YOUR INSTRUCTIONS: Scan the data below. Pull out each line where "serif" occurs.

-- Opening Marker --

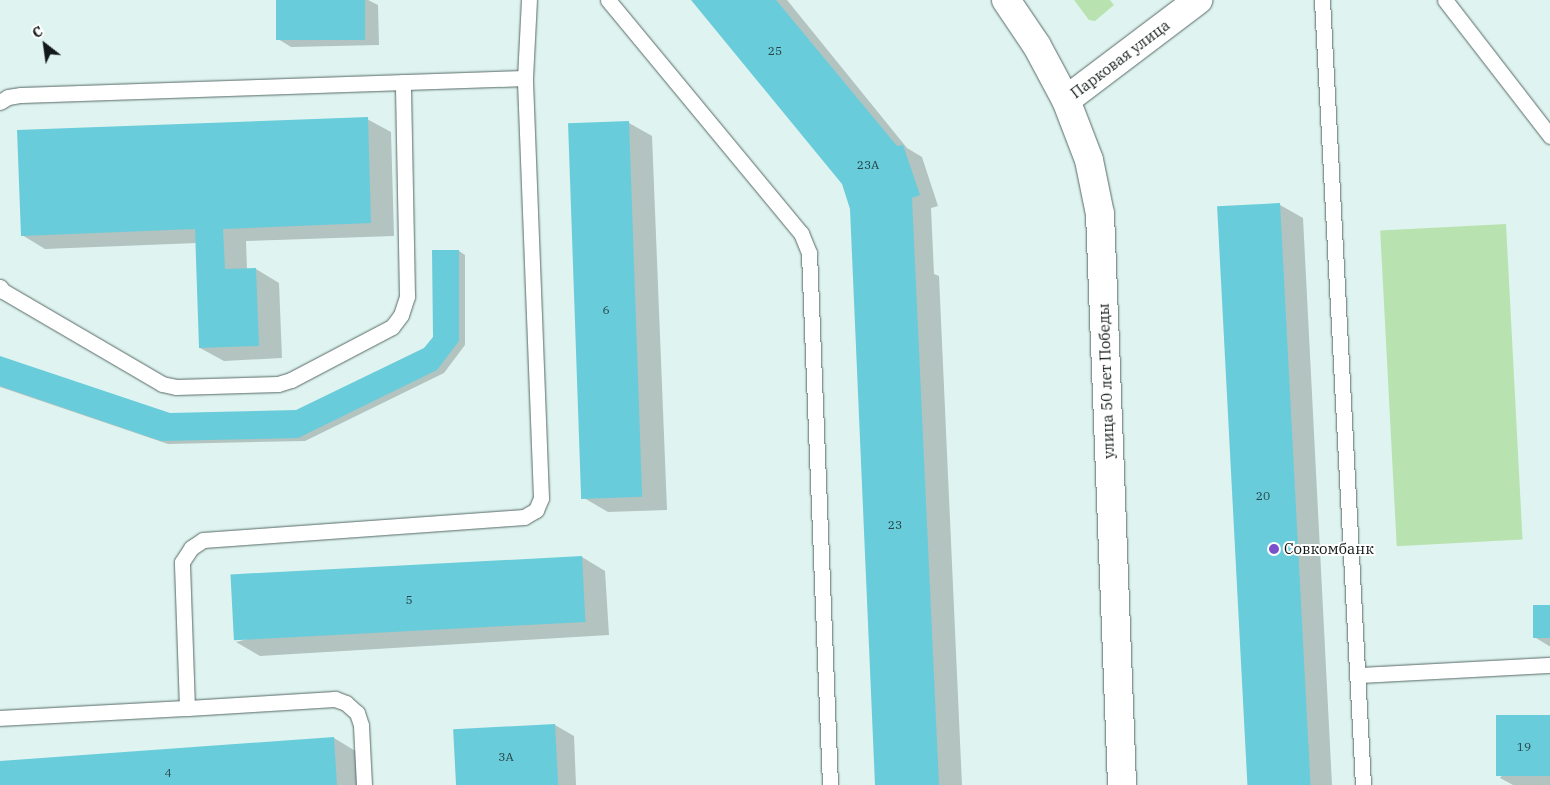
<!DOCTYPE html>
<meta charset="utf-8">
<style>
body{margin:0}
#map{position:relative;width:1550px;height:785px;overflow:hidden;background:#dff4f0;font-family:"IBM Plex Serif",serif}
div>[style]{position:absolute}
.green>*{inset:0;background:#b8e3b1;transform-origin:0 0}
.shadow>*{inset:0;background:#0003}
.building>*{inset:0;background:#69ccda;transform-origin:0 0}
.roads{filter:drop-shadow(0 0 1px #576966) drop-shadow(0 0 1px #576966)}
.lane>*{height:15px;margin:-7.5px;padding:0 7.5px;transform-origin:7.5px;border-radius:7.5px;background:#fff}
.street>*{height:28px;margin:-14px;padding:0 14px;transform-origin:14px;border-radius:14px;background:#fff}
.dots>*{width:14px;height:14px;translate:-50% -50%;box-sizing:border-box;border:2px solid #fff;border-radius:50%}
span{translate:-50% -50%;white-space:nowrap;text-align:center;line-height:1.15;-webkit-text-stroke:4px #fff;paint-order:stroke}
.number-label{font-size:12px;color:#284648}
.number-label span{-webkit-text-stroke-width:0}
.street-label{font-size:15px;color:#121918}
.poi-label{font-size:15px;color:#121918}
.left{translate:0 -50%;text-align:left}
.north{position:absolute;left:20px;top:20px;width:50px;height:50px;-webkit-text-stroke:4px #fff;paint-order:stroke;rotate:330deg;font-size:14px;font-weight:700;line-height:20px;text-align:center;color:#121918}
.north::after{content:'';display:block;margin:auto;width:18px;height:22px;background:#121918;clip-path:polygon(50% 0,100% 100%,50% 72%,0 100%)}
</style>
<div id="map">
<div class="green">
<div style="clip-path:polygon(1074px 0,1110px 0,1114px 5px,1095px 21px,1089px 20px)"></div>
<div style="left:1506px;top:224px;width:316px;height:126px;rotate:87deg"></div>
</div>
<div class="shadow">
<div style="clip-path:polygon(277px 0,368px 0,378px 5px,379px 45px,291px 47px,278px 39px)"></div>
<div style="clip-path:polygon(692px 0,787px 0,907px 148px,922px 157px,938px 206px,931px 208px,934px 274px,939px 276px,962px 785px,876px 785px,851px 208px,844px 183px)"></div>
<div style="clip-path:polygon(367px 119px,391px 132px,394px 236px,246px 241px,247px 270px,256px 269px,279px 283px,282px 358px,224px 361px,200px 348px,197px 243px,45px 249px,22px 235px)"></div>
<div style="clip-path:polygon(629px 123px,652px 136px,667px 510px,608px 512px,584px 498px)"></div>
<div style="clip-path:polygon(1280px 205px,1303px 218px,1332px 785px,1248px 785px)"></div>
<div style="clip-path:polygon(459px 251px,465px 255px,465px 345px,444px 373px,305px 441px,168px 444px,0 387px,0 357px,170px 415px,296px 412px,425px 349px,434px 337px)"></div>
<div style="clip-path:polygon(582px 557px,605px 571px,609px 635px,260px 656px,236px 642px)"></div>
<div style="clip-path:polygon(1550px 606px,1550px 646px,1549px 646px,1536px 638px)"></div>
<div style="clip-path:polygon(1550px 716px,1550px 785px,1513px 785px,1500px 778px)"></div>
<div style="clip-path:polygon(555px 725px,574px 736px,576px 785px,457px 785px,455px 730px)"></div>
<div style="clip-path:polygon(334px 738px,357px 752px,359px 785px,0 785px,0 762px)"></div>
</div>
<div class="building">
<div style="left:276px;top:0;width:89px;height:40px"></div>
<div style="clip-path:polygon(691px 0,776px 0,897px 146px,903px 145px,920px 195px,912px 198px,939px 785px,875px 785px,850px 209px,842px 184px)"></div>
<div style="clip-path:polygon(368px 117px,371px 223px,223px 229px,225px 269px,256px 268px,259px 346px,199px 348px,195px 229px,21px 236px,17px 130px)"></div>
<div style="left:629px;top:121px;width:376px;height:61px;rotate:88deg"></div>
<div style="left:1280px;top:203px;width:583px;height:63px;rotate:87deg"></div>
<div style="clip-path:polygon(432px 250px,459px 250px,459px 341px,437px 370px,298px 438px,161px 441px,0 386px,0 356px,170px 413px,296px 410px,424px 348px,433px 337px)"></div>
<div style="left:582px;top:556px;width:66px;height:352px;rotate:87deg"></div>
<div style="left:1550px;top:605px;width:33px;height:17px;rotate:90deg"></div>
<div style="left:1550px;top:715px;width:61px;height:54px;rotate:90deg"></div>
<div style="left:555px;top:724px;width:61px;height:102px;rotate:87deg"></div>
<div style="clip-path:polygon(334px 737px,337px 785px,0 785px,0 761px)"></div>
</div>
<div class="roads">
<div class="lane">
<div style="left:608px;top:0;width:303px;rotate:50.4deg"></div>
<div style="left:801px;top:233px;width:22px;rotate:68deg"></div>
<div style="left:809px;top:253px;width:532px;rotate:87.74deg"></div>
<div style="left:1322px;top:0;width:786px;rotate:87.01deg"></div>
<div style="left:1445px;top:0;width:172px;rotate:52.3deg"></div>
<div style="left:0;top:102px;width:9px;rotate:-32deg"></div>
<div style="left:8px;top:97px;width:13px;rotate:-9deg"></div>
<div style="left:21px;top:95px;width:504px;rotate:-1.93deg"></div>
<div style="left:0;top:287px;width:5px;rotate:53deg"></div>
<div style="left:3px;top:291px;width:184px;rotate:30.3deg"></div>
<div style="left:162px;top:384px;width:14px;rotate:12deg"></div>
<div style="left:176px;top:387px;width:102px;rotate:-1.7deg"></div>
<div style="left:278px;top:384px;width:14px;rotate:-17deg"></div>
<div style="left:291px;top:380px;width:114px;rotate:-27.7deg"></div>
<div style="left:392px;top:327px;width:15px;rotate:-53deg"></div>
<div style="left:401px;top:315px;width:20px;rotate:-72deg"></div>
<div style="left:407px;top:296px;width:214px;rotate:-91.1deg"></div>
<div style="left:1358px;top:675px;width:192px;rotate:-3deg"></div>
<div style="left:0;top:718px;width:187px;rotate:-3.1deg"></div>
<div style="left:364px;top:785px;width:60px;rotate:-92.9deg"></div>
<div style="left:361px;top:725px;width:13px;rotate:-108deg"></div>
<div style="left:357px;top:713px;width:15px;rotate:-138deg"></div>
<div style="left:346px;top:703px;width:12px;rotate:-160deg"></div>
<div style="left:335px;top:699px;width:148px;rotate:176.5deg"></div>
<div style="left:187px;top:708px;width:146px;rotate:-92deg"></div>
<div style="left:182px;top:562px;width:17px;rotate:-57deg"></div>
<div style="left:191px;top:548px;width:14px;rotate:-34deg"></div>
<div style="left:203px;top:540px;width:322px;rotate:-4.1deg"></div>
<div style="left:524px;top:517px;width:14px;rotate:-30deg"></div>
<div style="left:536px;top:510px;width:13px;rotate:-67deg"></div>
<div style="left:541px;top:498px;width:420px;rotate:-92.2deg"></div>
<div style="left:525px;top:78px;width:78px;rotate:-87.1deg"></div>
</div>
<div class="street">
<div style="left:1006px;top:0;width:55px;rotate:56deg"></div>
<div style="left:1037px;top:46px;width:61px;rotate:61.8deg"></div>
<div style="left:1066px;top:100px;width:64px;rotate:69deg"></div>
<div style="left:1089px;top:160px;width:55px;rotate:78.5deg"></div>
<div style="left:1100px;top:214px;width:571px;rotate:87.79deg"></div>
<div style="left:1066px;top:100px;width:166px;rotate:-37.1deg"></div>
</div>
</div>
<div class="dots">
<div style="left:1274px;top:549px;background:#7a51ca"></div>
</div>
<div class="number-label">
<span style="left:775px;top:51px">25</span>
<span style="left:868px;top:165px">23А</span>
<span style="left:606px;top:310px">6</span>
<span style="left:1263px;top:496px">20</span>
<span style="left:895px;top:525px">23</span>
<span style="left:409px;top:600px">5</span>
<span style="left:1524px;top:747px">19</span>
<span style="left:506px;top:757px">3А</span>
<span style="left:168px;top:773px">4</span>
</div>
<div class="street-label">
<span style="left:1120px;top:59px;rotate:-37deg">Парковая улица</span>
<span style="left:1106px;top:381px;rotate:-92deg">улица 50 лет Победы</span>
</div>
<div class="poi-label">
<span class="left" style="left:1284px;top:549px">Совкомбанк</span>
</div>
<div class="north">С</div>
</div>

-- Closing Marker --
-- Opening Marker --

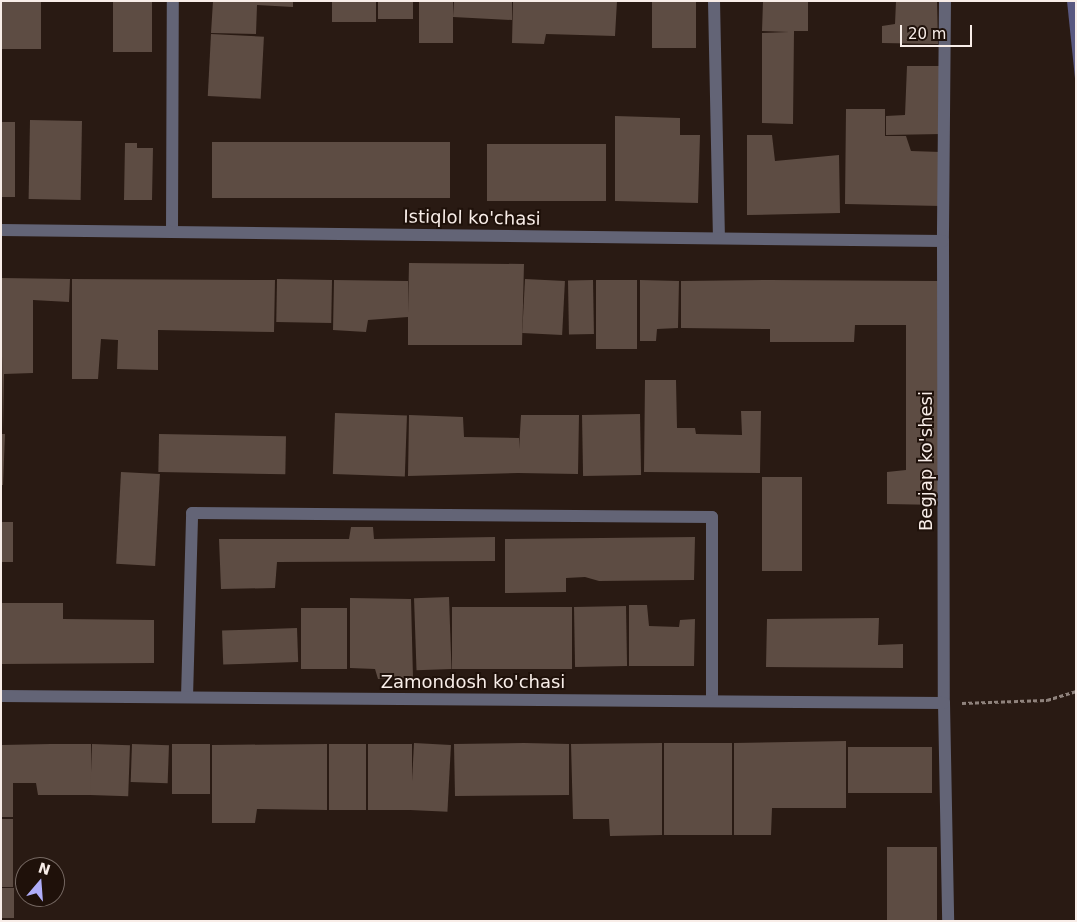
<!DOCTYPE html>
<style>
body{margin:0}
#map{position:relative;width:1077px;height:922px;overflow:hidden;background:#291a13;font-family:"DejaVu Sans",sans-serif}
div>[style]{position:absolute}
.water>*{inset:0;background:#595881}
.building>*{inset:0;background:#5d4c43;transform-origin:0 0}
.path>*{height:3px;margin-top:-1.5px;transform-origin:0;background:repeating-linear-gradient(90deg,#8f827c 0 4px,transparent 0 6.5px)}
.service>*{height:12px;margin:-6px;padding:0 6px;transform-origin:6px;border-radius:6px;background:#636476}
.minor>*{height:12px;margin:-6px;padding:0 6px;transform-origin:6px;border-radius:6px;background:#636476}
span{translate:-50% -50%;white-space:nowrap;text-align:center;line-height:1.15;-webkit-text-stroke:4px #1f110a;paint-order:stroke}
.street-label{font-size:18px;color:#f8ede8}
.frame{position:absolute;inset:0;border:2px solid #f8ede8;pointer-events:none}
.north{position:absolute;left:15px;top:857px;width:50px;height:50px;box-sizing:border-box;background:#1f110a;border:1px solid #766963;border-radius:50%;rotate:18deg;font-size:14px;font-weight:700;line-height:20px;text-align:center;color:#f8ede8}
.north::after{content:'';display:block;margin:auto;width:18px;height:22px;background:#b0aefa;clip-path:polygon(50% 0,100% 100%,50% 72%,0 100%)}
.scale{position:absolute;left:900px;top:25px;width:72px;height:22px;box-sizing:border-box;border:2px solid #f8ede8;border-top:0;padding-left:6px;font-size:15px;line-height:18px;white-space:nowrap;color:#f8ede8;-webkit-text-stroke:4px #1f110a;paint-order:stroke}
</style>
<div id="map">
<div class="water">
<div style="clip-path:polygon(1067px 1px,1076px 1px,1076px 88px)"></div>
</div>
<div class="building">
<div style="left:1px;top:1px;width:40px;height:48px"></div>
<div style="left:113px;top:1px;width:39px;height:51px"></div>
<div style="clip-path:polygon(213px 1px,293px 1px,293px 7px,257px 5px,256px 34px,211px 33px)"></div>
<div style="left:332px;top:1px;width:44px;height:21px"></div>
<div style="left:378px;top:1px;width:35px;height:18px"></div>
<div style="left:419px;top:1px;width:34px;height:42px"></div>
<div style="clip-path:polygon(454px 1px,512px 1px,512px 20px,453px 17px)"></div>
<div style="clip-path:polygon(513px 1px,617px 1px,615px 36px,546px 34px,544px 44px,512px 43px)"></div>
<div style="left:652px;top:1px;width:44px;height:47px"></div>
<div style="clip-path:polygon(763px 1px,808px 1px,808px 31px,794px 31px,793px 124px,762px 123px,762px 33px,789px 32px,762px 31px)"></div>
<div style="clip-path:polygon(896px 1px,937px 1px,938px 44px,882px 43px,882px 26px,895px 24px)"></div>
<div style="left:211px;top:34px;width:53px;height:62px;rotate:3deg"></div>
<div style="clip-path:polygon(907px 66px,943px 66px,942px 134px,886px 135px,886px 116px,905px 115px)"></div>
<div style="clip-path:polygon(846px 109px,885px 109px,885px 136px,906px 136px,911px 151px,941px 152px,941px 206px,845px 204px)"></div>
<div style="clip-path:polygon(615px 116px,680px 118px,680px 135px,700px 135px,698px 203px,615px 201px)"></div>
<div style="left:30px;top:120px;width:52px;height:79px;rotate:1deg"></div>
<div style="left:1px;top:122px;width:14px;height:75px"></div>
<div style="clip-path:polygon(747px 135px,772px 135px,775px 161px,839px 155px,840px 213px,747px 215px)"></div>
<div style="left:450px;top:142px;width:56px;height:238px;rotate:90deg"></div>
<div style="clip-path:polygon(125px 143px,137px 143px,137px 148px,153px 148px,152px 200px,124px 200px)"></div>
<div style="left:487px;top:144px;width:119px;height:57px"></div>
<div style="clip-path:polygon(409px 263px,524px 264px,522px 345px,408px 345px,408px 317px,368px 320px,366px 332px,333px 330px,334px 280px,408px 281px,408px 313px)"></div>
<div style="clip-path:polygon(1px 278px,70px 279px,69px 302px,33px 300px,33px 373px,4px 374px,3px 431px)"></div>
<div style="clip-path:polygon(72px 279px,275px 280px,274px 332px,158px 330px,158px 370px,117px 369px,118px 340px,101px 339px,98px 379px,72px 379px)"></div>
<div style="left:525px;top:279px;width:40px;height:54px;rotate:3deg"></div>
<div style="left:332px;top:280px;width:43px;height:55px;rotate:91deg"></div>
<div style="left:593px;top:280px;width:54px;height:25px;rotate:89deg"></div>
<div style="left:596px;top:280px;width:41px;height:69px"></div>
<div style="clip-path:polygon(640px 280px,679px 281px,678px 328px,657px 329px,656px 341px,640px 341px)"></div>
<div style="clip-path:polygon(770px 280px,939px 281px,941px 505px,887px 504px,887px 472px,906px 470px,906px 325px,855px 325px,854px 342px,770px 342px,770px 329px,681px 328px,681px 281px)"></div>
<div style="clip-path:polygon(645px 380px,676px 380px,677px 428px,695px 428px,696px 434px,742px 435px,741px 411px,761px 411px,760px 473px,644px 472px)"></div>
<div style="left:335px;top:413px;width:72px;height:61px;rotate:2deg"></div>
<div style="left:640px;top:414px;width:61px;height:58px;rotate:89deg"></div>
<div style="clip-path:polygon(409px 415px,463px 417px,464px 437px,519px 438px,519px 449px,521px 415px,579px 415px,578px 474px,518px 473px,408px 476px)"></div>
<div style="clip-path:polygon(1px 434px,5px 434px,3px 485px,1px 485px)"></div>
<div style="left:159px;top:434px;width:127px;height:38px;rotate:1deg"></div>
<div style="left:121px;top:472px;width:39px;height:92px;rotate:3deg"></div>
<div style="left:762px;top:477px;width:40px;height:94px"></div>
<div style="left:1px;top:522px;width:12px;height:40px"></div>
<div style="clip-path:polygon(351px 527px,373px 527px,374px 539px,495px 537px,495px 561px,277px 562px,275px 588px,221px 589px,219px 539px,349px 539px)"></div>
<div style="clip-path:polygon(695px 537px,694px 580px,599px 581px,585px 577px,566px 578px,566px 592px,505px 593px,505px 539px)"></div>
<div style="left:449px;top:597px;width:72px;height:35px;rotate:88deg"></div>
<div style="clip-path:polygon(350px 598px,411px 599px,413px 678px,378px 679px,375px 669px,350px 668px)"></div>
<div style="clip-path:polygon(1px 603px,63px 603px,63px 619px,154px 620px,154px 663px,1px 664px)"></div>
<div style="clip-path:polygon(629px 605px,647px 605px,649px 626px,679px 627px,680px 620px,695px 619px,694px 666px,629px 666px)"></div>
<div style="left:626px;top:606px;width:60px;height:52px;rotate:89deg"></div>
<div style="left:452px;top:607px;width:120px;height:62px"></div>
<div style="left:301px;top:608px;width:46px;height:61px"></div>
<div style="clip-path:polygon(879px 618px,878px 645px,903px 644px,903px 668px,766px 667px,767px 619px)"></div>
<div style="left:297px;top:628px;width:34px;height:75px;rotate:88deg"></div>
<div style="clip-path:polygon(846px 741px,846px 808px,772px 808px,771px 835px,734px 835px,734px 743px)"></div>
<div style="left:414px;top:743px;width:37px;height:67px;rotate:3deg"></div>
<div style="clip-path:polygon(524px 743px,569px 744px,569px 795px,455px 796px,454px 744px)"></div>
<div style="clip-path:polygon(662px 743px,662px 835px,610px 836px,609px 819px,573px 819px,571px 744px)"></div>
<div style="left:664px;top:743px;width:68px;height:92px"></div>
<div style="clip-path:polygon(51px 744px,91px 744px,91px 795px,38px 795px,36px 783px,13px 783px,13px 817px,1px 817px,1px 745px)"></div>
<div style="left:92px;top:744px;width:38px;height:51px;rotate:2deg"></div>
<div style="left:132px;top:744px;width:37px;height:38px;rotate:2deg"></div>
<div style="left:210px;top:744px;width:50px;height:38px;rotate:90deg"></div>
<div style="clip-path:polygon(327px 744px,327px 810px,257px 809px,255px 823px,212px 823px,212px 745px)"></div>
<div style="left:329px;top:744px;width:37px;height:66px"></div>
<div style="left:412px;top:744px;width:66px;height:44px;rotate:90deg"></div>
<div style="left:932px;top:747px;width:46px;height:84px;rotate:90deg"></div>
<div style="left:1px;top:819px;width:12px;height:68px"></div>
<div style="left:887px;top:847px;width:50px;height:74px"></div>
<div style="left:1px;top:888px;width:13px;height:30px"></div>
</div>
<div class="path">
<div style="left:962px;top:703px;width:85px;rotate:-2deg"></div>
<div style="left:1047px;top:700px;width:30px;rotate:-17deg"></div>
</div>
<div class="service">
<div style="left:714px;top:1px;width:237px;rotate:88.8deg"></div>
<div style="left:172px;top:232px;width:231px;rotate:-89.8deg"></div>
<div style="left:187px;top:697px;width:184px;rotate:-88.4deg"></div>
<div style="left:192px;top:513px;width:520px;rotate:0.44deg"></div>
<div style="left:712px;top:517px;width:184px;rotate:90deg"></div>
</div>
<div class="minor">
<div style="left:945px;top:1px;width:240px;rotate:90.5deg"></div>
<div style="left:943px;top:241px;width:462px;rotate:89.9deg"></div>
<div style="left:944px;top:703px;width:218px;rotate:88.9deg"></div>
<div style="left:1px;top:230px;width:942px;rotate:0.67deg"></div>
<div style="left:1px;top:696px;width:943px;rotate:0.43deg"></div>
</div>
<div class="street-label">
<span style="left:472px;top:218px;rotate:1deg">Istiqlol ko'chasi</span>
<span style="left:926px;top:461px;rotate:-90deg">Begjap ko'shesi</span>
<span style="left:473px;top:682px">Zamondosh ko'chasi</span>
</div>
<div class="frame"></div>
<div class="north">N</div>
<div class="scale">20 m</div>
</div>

-- Closing Marker --

RESULT:
#map{position:relative;width:1550px;height:785px;overflow:hidden;background:#dff4f0;font-family:"IBM Plex Serif",serif}
#map{position:relative;width:1077px;height:922px;overflow:hidden;background:#291a13;font-family:"DejaVu Sans",sans-serif}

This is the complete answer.